Source of Motivation
Dr. Manjinder smiles while informing, "My parents and my desire to continuously learn and evolve drives my motivation. Each one of the above organizations has made me more aware and acquainted with the complex intricacies’ of hospital and healthcare systems in trust, government, and corporate sectors. Resource crunch in government set was never a deterrent but yes a motivation on how to further refine the process and manage with existent infrastructure and staff as patient care is the last word. I remember converting the roof of a gurudwara into a command center in a flood situation and how government healthcare staff reached out to residents with relief and medicine. The smiling face of the discharged patient is the final motivation," he says.

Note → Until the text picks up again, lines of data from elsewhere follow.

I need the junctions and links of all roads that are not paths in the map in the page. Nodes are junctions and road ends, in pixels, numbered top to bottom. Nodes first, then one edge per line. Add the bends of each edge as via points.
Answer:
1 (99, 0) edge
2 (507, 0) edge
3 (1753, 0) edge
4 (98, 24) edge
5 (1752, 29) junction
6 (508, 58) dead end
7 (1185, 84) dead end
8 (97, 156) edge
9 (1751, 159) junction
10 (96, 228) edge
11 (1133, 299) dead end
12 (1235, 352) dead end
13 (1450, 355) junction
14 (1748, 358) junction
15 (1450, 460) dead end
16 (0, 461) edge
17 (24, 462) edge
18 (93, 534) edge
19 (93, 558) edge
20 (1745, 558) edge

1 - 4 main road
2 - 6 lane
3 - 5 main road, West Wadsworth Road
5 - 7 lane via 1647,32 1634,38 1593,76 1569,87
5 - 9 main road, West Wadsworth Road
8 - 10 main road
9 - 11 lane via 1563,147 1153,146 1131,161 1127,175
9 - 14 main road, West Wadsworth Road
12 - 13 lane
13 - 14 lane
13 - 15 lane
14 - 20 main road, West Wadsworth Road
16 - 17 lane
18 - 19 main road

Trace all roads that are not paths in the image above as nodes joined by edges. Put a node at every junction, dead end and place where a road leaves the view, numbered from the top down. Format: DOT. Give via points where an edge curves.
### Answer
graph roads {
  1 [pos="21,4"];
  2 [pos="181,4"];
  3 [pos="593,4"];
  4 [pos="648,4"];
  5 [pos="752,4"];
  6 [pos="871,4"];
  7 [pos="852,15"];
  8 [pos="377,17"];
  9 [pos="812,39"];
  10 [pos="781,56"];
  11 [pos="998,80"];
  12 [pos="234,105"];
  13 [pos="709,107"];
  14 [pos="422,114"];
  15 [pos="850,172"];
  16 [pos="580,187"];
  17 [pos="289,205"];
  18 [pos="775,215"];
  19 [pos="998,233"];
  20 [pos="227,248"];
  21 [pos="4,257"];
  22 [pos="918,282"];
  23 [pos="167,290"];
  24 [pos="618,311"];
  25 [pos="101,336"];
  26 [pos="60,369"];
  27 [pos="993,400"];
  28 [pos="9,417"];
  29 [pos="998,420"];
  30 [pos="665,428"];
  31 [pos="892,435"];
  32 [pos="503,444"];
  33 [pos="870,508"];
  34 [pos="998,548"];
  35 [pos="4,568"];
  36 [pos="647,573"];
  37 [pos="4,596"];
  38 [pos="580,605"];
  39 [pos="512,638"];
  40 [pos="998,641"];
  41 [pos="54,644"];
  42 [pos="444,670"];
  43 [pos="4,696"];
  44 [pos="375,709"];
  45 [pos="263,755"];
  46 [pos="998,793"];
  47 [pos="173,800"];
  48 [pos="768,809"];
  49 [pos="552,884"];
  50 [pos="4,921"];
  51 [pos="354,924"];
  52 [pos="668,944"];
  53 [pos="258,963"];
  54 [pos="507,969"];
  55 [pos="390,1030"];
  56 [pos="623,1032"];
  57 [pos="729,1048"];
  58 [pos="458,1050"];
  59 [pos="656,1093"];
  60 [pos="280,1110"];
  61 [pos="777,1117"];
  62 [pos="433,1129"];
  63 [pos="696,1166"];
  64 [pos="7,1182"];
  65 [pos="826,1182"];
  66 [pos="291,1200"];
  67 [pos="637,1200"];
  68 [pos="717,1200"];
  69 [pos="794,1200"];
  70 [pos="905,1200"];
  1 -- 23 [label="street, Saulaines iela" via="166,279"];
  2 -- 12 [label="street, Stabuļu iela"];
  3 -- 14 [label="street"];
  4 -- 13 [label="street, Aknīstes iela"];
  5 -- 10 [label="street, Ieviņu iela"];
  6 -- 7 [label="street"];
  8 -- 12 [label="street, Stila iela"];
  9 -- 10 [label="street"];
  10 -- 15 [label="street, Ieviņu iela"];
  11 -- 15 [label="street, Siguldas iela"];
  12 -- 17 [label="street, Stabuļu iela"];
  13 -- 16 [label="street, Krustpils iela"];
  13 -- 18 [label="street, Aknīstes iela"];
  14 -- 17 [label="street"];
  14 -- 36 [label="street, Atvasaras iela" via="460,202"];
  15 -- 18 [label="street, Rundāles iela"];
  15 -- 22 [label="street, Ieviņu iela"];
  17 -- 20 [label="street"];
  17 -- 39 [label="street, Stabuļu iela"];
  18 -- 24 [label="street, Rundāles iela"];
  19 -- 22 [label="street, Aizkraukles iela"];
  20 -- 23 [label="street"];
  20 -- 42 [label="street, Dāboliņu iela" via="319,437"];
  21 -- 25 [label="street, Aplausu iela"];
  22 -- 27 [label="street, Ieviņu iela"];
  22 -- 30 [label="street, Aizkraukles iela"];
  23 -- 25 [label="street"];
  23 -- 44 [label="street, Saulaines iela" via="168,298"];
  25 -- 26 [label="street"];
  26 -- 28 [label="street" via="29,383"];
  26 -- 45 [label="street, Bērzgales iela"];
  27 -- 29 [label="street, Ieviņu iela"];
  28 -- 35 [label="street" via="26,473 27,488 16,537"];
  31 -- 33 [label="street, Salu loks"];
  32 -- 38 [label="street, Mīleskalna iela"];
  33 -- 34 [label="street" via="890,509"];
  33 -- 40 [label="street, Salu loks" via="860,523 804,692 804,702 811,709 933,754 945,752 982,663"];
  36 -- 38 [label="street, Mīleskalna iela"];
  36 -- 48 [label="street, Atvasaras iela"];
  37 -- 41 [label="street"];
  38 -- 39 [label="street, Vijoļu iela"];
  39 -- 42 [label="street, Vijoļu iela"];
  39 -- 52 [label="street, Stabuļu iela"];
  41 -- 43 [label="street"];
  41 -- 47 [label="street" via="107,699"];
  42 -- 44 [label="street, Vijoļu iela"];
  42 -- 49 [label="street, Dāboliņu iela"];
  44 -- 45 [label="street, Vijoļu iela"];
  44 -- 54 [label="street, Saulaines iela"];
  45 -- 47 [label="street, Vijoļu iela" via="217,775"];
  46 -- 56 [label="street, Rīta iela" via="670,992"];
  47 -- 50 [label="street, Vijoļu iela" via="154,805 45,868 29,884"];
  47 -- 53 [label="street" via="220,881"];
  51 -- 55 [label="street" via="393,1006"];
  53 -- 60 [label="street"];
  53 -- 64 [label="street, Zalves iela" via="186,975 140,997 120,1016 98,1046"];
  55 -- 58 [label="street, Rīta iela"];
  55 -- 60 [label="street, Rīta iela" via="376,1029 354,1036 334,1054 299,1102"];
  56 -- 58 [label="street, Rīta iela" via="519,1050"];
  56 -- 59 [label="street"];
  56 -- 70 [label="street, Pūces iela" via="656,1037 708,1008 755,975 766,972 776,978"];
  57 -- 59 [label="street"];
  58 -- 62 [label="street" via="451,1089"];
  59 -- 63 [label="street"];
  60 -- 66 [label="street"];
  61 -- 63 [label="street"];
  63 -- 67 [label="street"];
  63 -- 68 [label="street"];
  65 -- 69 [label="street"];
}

Effect of COVID-19 on the health care system
Dr. Manjinder explains, "It has been a testing time for humanity with over 7.5 million people affected across the globe. The situation has affected the world economy and all industries nevertheless society as a whole. Though the resilience of healthcare and bravery of health professional has been a key aspect of this pandemic. The rapid spread of the virus exposed the vulnerability of masses and inadequacy of personal hygiene and primary care. Healthcare facilities of developed and advanced countries of the world collapsed. Superpowers of the world ran out of beds for its ailing populations. Medical Supplies of Personal protective equipment and lifesaving drugs took turmoil. Covid gave us an important lesson regarding the significance of health education and awareness among the general public. Additional usage of PPE & increased frequency of sanitization increased the cost of healthcare and further enhanced the burden on patients. The scenario is likely to continue till the vaccine is developed against this rapidly spreading, deadly virus. In such a grim scenario there were certain positives from the perspective of India as a nation. The concept of “Aatma-Nirbhar” by the government motivated many Indian manufacturers and entrepreneurs to produce indigenous bio-medical equipment like ventilators, Bipap & Cpap. Also, the in-house generation of PPE and other safety devices not only reduced our dependence on imports in the developed world but also generated employment in the country. The biggest learning given by covid-19 is the old age saying “prevention is better than cure” we shall protect ourselves by maintaining social distances, hand hygiene, avoiding gatherings, and frequent sanitization," he says.